* [Supplied records]:
=== Section Start ===

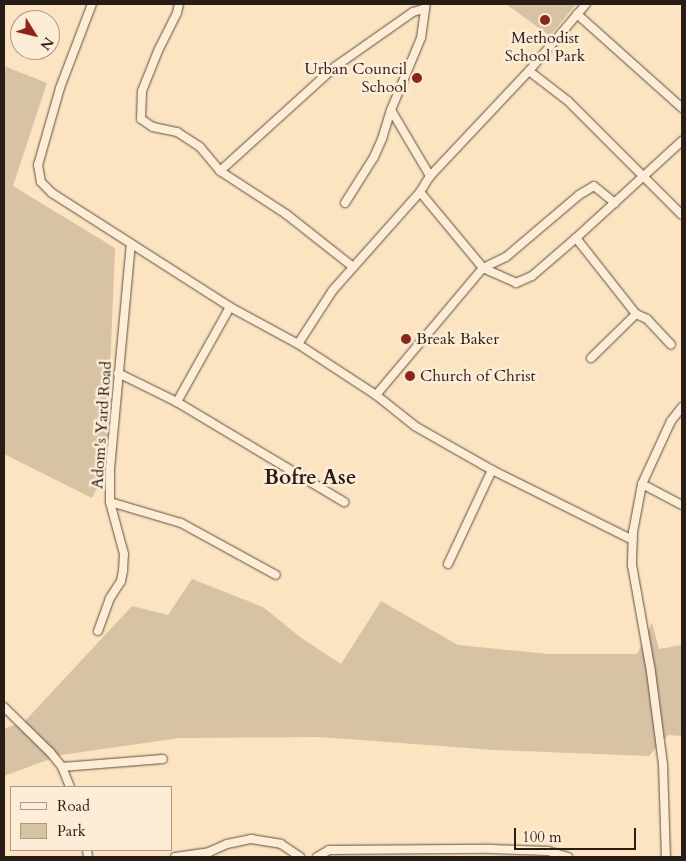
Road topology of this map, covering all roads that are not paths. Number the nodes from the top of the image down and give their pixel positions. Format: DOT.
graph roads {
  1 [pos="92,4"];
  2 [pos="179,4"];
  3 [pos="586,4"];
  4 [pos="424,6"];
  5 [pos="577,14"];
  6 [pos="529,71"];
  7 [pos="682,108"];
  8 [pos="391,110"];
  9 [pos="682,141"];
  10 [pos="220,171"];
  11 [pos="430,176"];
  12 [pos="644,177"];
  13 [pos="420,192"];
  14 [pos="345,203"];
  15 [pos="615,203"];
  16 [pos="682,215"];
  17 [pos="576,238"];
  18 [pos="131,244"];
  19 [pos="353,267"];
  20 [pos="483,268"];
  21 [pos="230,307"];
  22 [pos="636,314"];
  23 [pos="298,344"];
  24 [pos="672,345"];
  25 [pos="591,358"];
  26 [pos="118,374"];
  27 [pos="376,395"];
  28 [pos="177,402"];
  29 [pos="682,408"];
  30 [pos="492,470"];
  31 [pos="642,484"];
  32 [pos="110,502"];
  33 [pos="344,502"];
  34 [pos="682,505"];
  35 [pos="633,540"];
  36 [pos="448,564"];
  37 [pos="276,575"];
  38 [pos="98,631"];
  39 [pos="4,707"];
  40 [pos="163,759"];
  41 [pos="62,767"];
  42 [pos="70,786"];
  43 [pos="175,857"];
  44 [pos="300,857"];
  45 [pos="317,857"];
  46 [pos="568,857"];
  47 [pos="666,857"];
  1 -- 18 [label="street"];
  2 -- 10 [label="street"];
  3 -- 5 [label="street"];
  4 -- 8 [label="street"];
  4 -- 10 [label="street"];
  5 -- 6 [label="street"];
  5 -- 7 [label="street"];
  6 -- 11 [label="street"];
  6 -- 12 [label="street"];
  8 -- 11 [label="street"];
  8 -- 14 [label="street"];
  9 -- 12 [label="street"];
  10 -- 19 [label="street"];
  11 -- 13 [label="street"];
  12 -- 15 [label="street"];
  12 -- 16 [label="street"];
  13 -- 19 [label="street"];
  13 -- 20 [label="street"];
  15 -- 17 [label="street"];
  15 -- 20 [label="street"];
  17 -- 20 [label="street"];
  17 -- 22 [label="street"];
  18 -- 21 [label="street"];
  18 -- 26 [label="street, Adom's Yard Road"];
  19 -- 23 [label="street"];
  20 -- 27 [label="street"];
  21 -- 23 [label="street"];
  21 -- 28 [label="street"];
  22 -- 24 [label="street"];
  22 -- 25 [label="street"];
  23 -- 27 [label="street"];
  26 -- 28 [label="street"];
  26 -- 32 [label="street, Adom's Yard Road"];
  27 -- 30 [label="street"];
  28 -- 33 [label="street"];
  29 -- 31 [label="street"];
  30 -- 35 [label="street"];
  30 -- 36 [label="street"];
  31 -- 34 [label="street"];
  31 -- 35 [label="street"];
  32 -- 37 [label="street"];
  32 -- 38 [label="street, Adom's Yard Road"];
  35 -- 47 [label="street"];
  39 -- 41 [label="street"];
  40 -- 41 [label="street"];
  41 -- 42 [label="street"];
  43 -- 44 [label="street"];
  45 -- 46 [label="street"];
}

=== Section End ===

* [Exercise prompt]:
I'd like the number of lines above that contain the word "roads", and nothing besides that number.

* [Answer to this problem]:
2